C9orf72 dipeptide repeat proteins: Molecules and models

Frontotemporal lobar degeneration (FTLD) is the second most common cause of dementia after Alzheimer's disease and is related to motor neuron disease. Around 40% of patients with FTLD have a family history of disease indicating that genetics plays a large role in the development of the condition. Scientists have identified several genes that cause FTLD and one of these is called C9orf72. Currently we don't really know how this gene causes disease. This programme of work is aimed at trying to address this. With FTLD caused by C9orf72 five different repetitive proteins are abnormally produced in brain cells. We want to genetically modify mice so that they make two of these repetitive proteins to try and mimic disease in these. This will tell us if these repetitive proteins contribute to the process that leads brain cells to die. We will look at the effects on mouse behaviour and whether they cause the mice brain cells to die. We will study the levels of soluble and insoluble repetitive proteins in these mice over time. In addition, with the help of the Manchester Brain Bank and the Brains for Dementia Research Network we will measure levels of these proteins in the brains of people with the C9orf72 gene to see if levels affect disease presentation or pathology. In addition, we have brain tissue from three patients with FTLD that died of other causes early in their dementia diagnosis. We will also look at the levels of the soluble forms of the repetitive proteins in these to see if they are different early in the disease course.

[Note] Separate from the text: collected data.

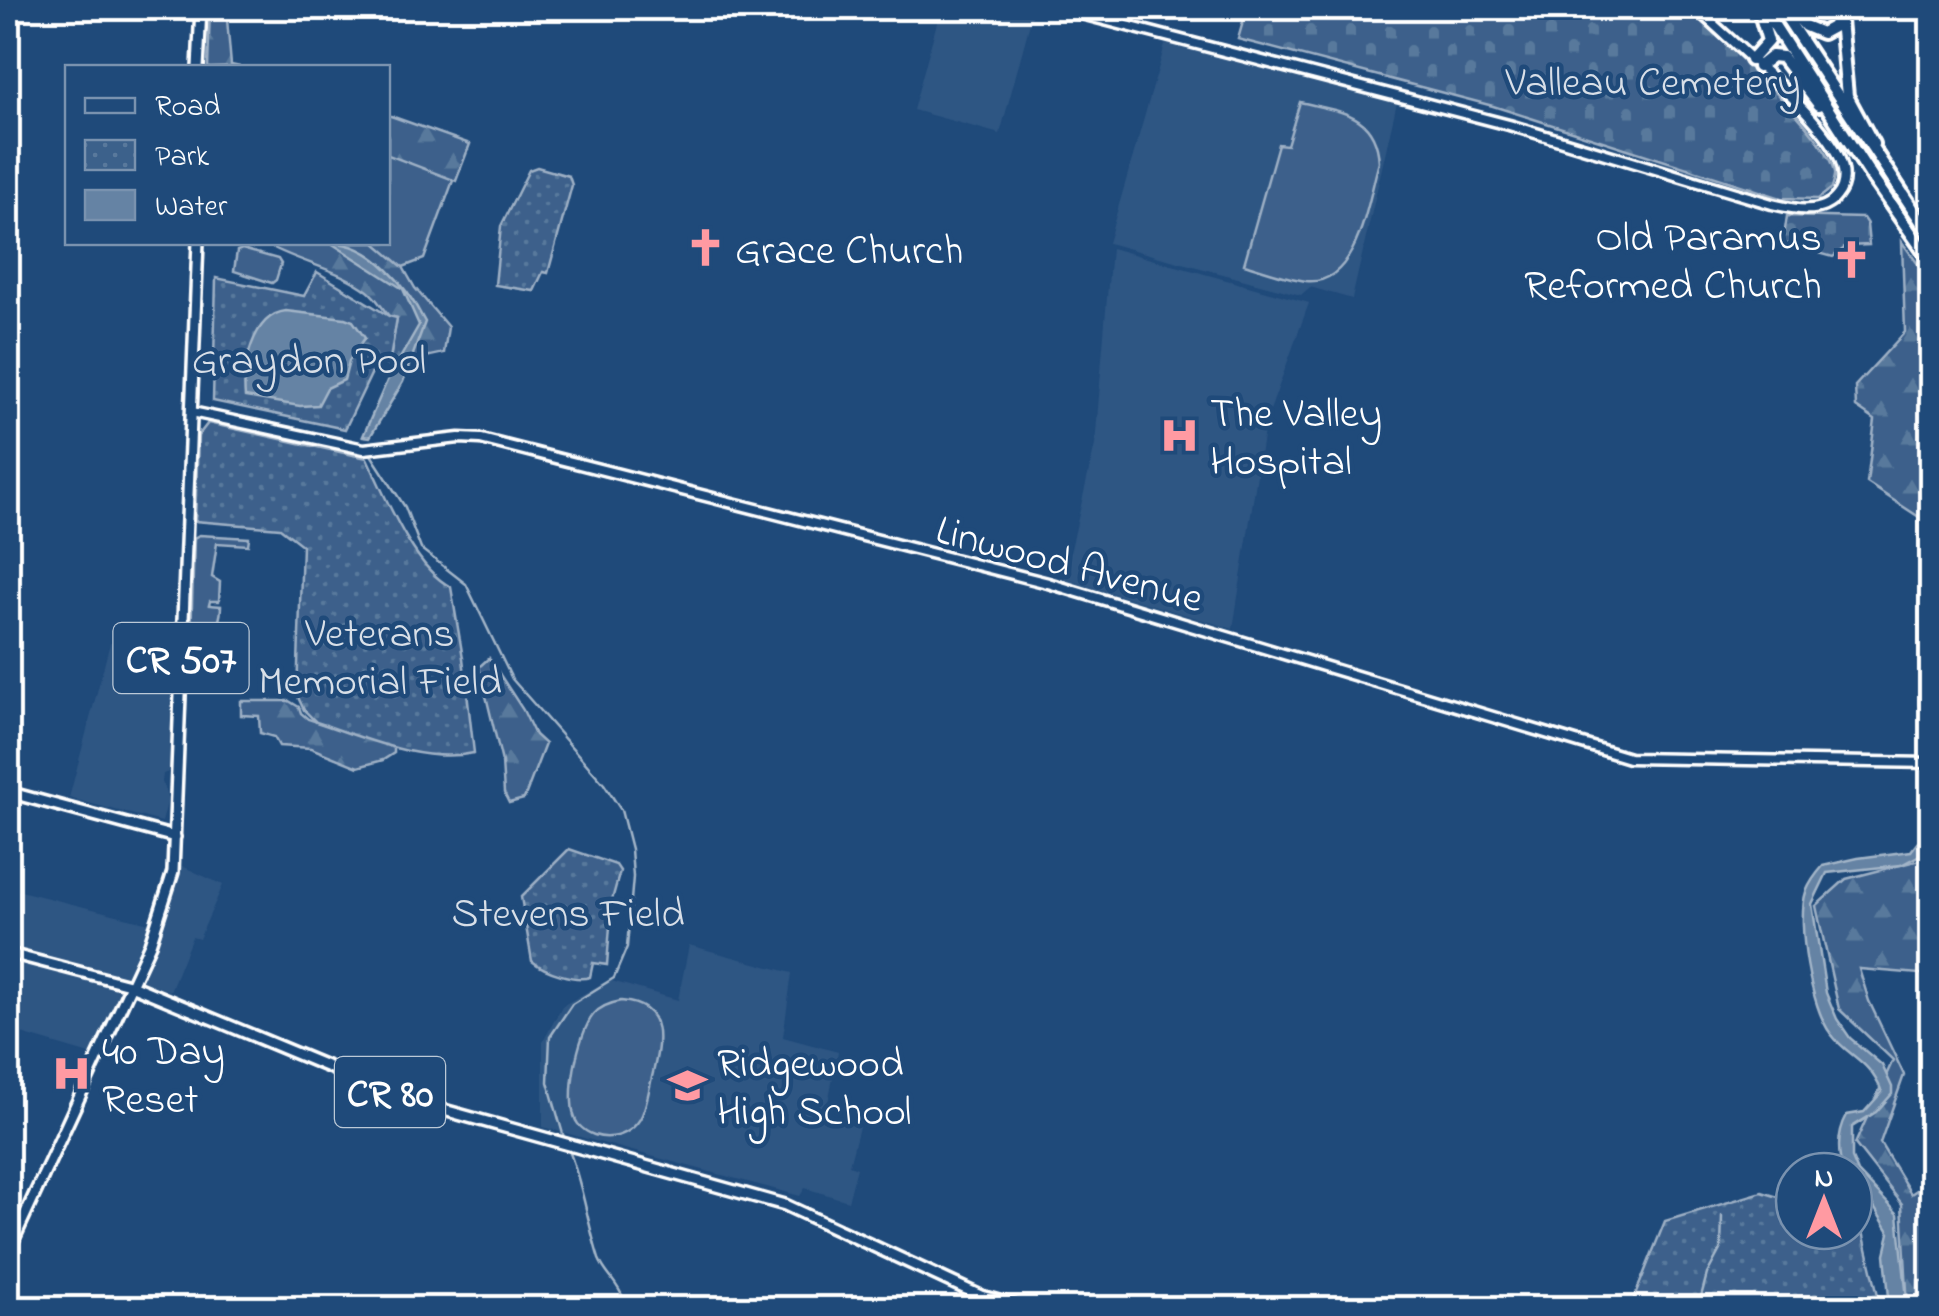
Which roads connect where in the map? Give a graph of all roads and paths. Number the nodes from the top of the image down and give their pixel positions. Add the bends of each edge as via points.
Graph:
1 (202, 8) edge
2 (1058, 8) edge
3 (1696, 8) edge
4 (1760, 8) edge
5 (1780, 8) edge
6 (1789, 8) edge
7 (1839, 8) edge
8 (1754, 64) junction
9 (198, 65) edge
10 (1840, 128) junction
11 (1883, 168) junction
12 (1932, 238) edge
13 (198, 245) edge
14 (1932, 263) edge
15 (192, 412) junction
16 (1932, 763) edge
17 (8, 792) edge
18 (175, 837) junction
19 (8, 953) edge
20 (131, 985) junction
21 (8, 1252) edge
22 (1024, 1308) edge

1 - 9 main road
2 - 8 main road via 1509,125 1781,206 1820,208 1832,202 1841,190 1842,165 1830,142
3 - 8 main road
4 - 8 highway via 1768,38
4 - 10 highway
5 - 11 highway
6 - 7 highway via 1822,33 1834,28
7 - 11 highway via 1847,96
8 - 10 highway via 1772,56 1785,60
10 - 14 highway
11 - 12 highway
13 - 15 main road, CR 507
15 - 16 main road, Linwood Avenue via 364,449 459,438 504,444 1048,584 1629,758
15 - 18 main road, CR 507
17 - 18 main road
18 - 20 main road, CR 507 via 172,877
19 - 20 main road
20 - 21 main road, CR 507
20 - 22 main road, CR 80 via 408,1100 784,1205 982,1296

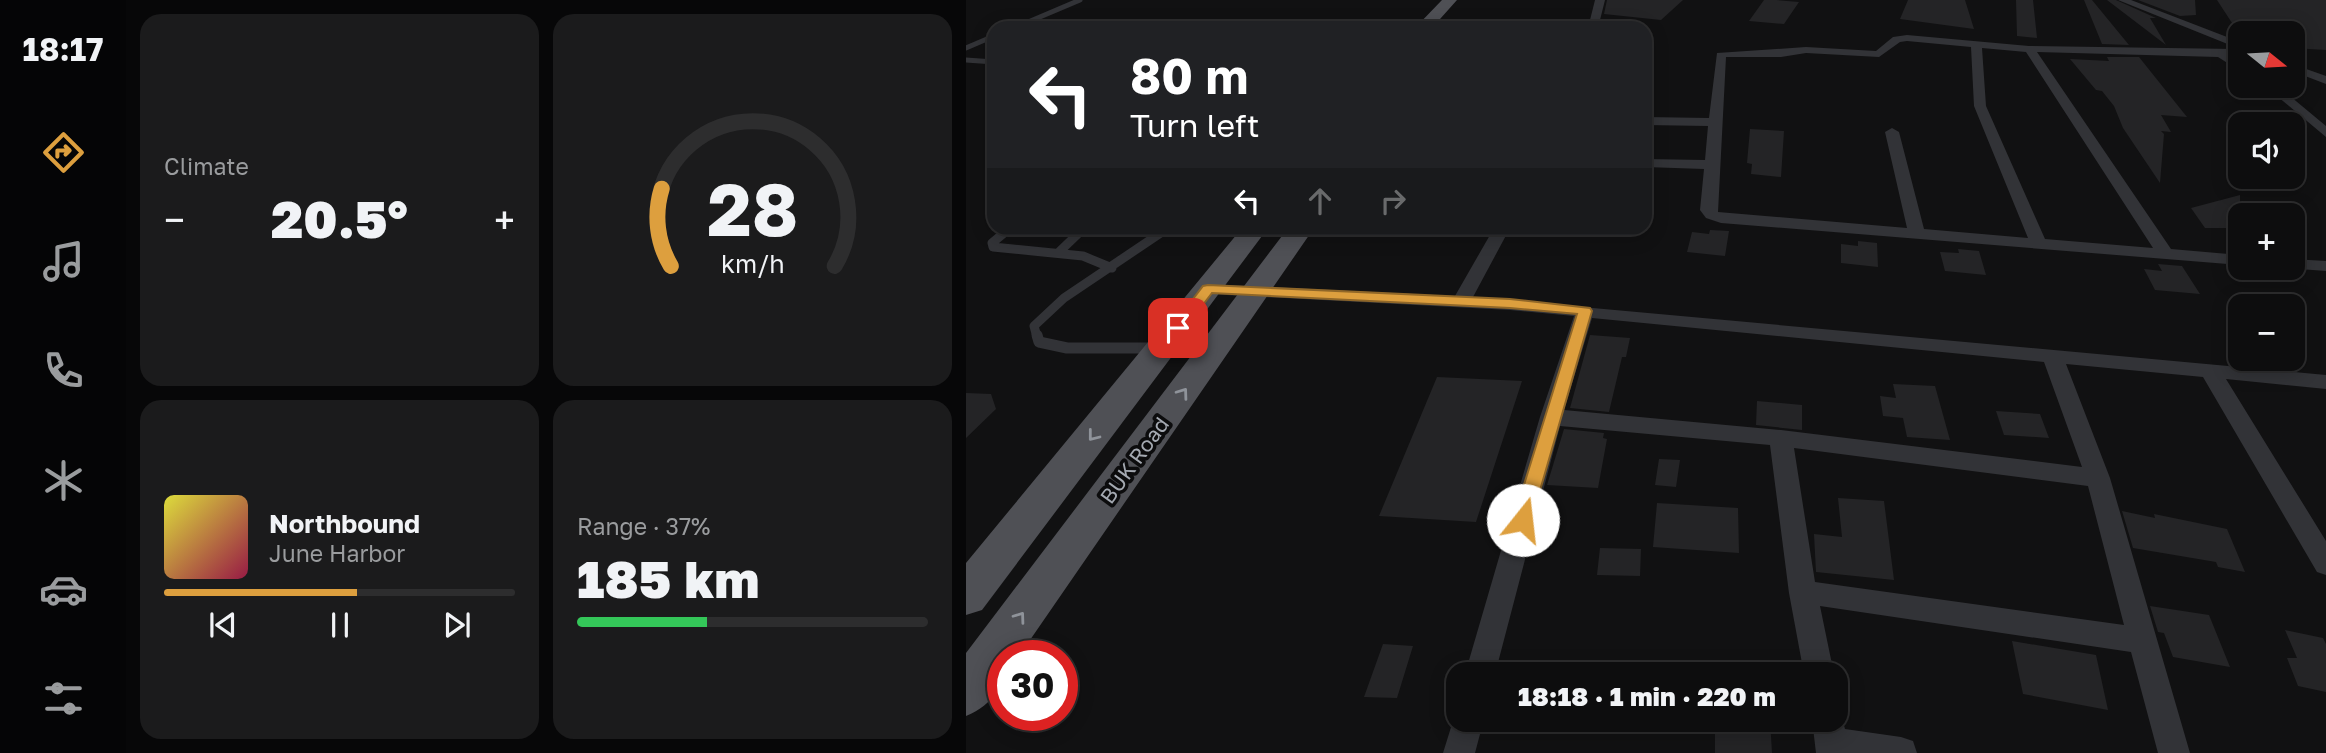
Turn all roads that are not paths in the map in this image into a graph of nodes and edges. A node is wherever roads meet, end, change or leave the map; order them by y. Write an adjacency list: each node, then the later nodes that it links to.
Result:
1 (1080, 0): 6 (lane)
2 (1450, 0): 7 (main road)
3 (1470, 0): 8 (main road)
4 (1600, 0): 9 (street)
5 (2123, 0): 11 (street)
6 (1030, 21)
7 (1430, 21)
8 (1450, 21)
9 (1595, 21)
10 (987, 39): 13 (lane)
11 (2228, 43)
12 (1976, 44): 14 (street); 24 (street); 37 (street)
13 (966, 48)
14 (2029, 50): 16 (street); 39 (street)
15 (2228, 52): 16 (street)
16 (2221, 54): 17 (street)
17 (2228, 59)
18 (966, 60): 19 (lane)
19 (987, 62)
20 (2305, 72): 21 (street)
21 (2326, 80)
22 (2287, 98): 25 (street)
23 (1652, 121): 24 (street)
24 (1716, 122): 29 (street)
25 (2320, 123): 27 (street)
26 (1892, 132): 36 (street)
27 (2326, 133)
28 (1652, 163): 29 (street)
29 (1712, 165): 36 (street)
30 (1002, 235): 38 (lane)
31 (1077, 235): 38 (lane)
32 (1159, 235): 43 (lane)
33 (1250, 235): 44 (main road)
34 (1296, 235): 45 (main road, BUK Road)
35 (1498, 235): 46 (street)
36 (1917, 235): 37 (street)
37 (2039, 244): 39 (street)
38 (1059, 252): 43 (lane)
39 (2166, 254): 40 (street)
40 (2228, 259)
41 (2305, 265): 42 (street)
42 (2326, 266)
43 (1112, 268): 48 (lane)
44 (1208, 289): 45 (street); 48 (main road)
45 (1257, 291): 46 (street); 61 (main road, BUK Road, one-way to 45)
46 (1461, 301): 47 (street)
47 (1585, 311): 49 (street); 52 (street)
48 (1163, 348): 57 (main road, one-way to 57)
49 (2052, 355): 50 (street); 54 (street)
50 (2210, 371): 51 (street); 55 (street)
51 (2326, 382)
52 (1552, 417): 53 (street); 59 (street)
53 (1781, 438): 54 (street); 56 (street)
54 (2098, 478): 58 (street)
55 (2326, 564)
56 (1802, 593): 58 (street); 60 (street)
57 (966, 596)
58 (2144, 641): 66 (street)
59 (1483, 662)
60 (1816, 662)
61 (966, 692)
62 (1464, 732): 64 (street)
63 (1830, 738): 65 (street)
64 (1458, 753)
65 (1901, 753)
66 (2174, 753)

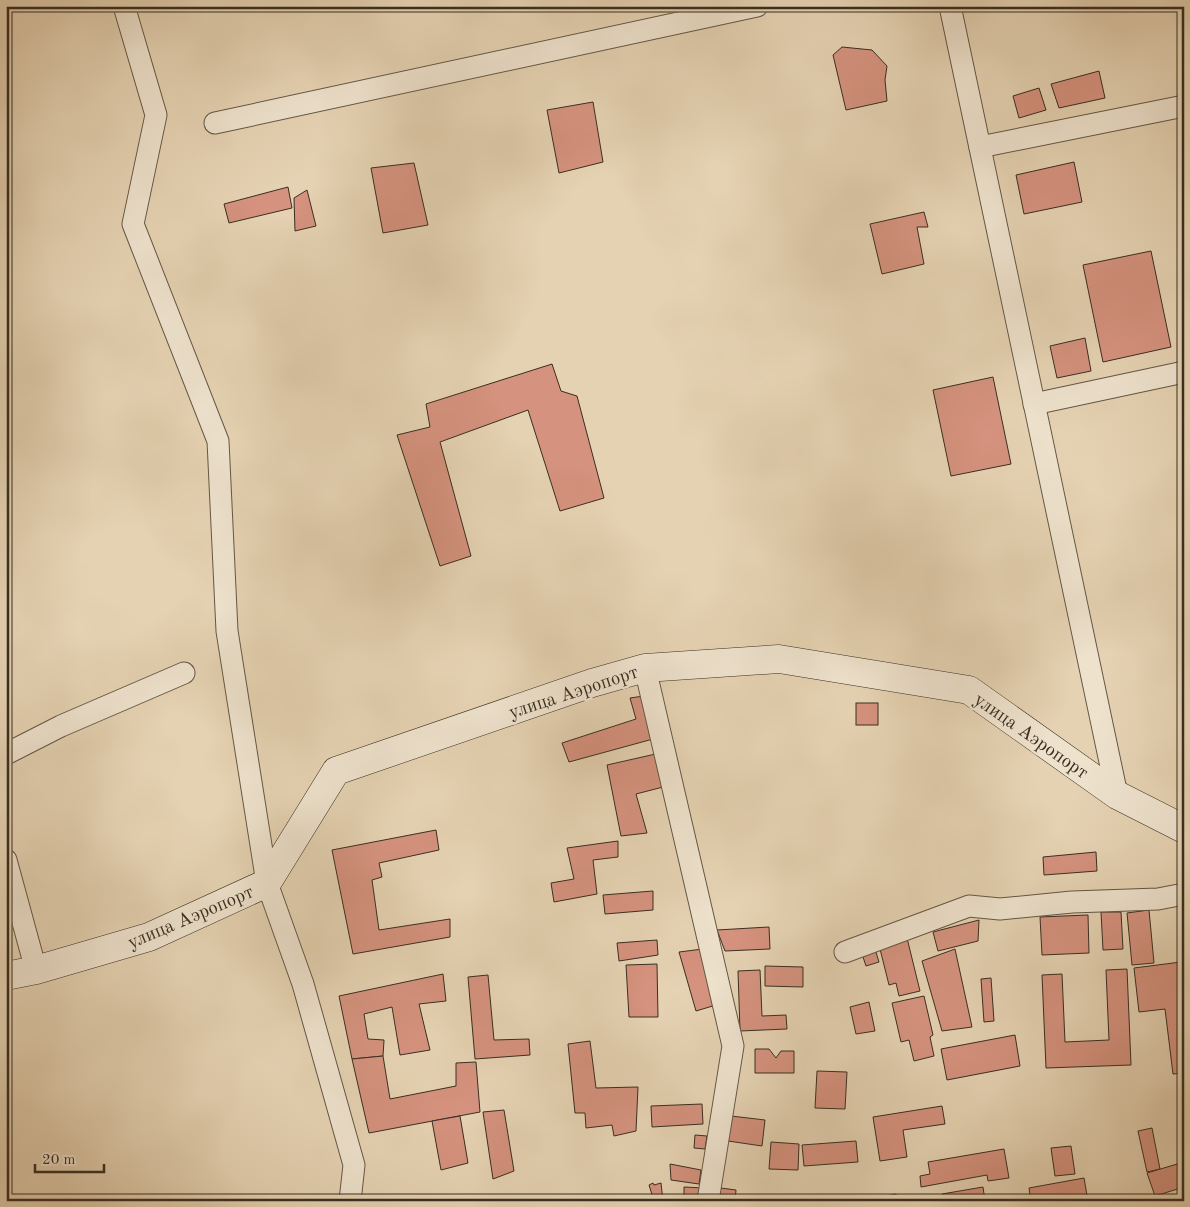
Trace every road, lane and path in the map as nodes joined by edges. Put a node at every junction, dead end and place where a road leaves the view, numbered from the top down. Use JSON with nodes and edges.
{"nodes":[{"id":1,"x":124,"y":6,"type":"edge"},
{"id":2,"x":757,"y":6,"type":"edge"},
{"id":3,"x":950,"y":6,"type":"edge"},
{"id":4,"x":1184,"y":106,"type":"edge"},
{"id":5,"x":215,"y":123,"type":"dead end"},
{"id":6,"x":980,"y":147,"type":"junction"},
{"id":7,"x":1184,"y":372,"type":"edge"},
{"id":8,"x":1034,"y":404,"type":"junction"},
{"id":9,"x":645,"y":668,"type":"junction"},
{"id":10,"x":184,"y":673,"type":"dead end"},
{"id":11,"x":6,"y":754,"type":"edge"},
{"id":12,"x":1117,"y":795,"type":"junction"},
{"id":13,"x":1184,"y":829,"type":"edge"},
{"id":14,"x":6,"y":860,"type":"edge"},
{"id":15,"x":267,"y":883,"type":"junction"},
{"id":16,"x":1184,"y":894,"type":"edge"},
{"id":17,"x":845,"y":952,"type":"dead end"},
{"id":18,"x":36,"y":970,"type":"junction"},
{"id":19,"x":6,"y":976,"type":"edge"},
{"id":20,"x":350,"y":1201,"type":"edge"},
{"id":21,"x":708,"y":1201,"type":"edge"}],
"edges":[{"from":1,"to":15,"type":"street"},
{"from":2,"to":5,"type":"street"},
{"from":3,"to":6,"type":"street"},
{"from":4,"to":6,"type":"street"},
{"from":6,"to":8,"type":"street"},
{"from":7,"to":8,"type":"street"},
{"from":8,"to":12,"type":"street"},
{"from":9,"to":12,"type":"main road","name":"улица Аэропорт"},
{"from":9,"to":15,"type":"main road","name":"улица Аэропорт"},
{"from":9,"to":21,"type":"street"},
{"from":10,"to":11,"type":"street"},
{"from":12,"to":13,"type":"main road","name":"улица Аэропорт"},
{"from":14,"to":18,"type":"street"},
{"from":15,"to":18,"type":"main road","name":"улица Аэропорт"},
{"from":15,"to":20,"type":"street"},
{"from":16,"to":17,"type":"street"},
{"from":18,"to":19,"type":"main road","name":"улица Аэропорт"}]}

The repeat expansion mutation of C9orf72 is the most common genetic cause of Frontotemporal lobar degeneration (FTLD). The expansion is translated producing 5 different di-peptide repeat proteins (DPRs). However, there is controversy over the role of the DPRs in disease. In various cell and animal models of C9orf72 disease DPRs are clearly neurotoxic. However, DPR pathology in patients does not correlate very well with neurodegeneration. It is possible this is due to DPR pathology being lost in areas susceptible to the DPR neurotoxicity leaving resistant areas with intact DPR pathology to be observed at post mortem. To address this we will make powerful inducible mouse models of DPRs and study the effects of DPR expression on the brain over time. We have produced expression constructs using alternative codons to those in the hexanucleotide repeat which produce inclusions without the repetitive RNA generating RNA foci.The inclusions we model are ubiquitin, p62 and ubiquilin-2 positive and recapitulate the pathology that is observed in patients. We will use these to generate state of the art inducible, single copy, Rosa26 integration site, transgenic mice. We will make one line producing cytoplasmic inclusions (pro-ala DPR) and one with intranuclear inclusions (pro-arg DPR). We will characterise the behaviour and pathology of these mice over a 18 month period. In addition, we will compare their brain transcriptome to that from a patient with the expansion. Also, to investigate the effect of DPRs on phenotype we will measure soluble and insoluble DPRs using novel western blotting and ELISA techniques in a large series of human brains. These data will be compared to clinical and pathological data. Collectively, we will generate data on the precise role of DPRs in the neurodegenerative process arising from the repeat expansion mutation in C9orf72.

Patients, their families and those others providing care and support will benefit most from this research. Given that frontotemporal lobar degeneration generally affects younger people of a working age its socioeconomic impact is huge due to loss of income and associated cost of care that is required. To alleviate this impact it is vital that an effective therapy is developed.

These people will benefit on several fronts. Much of this project is focused on understanding the key biological pathways involved in the neurodegenerative process using effective models to recapitulate the features seen in FTLD. The aim of this is to hopefully highlight potential therapeutic targets and/or strategies within these pathways.

Furthermore, as this project will establish the role of DPRs in the neurodegenerative process in FTLD and ALS this work will also be of benefit to academics working within this area.

In the longer term this work has the potential to benefit pharmaceutical companies and biomarker development programmes by identifying targets, this obviously also has potential accompanying economic benefits to the economy of the United Kingdom.

If these models do eventually aid in the development of effective therapeutics for FTLD and ALS then this would also benefit the general public. A reduction in the emotional, practical and financial impact placed on carers and patients would increase the quality of life of many thousands of people each year.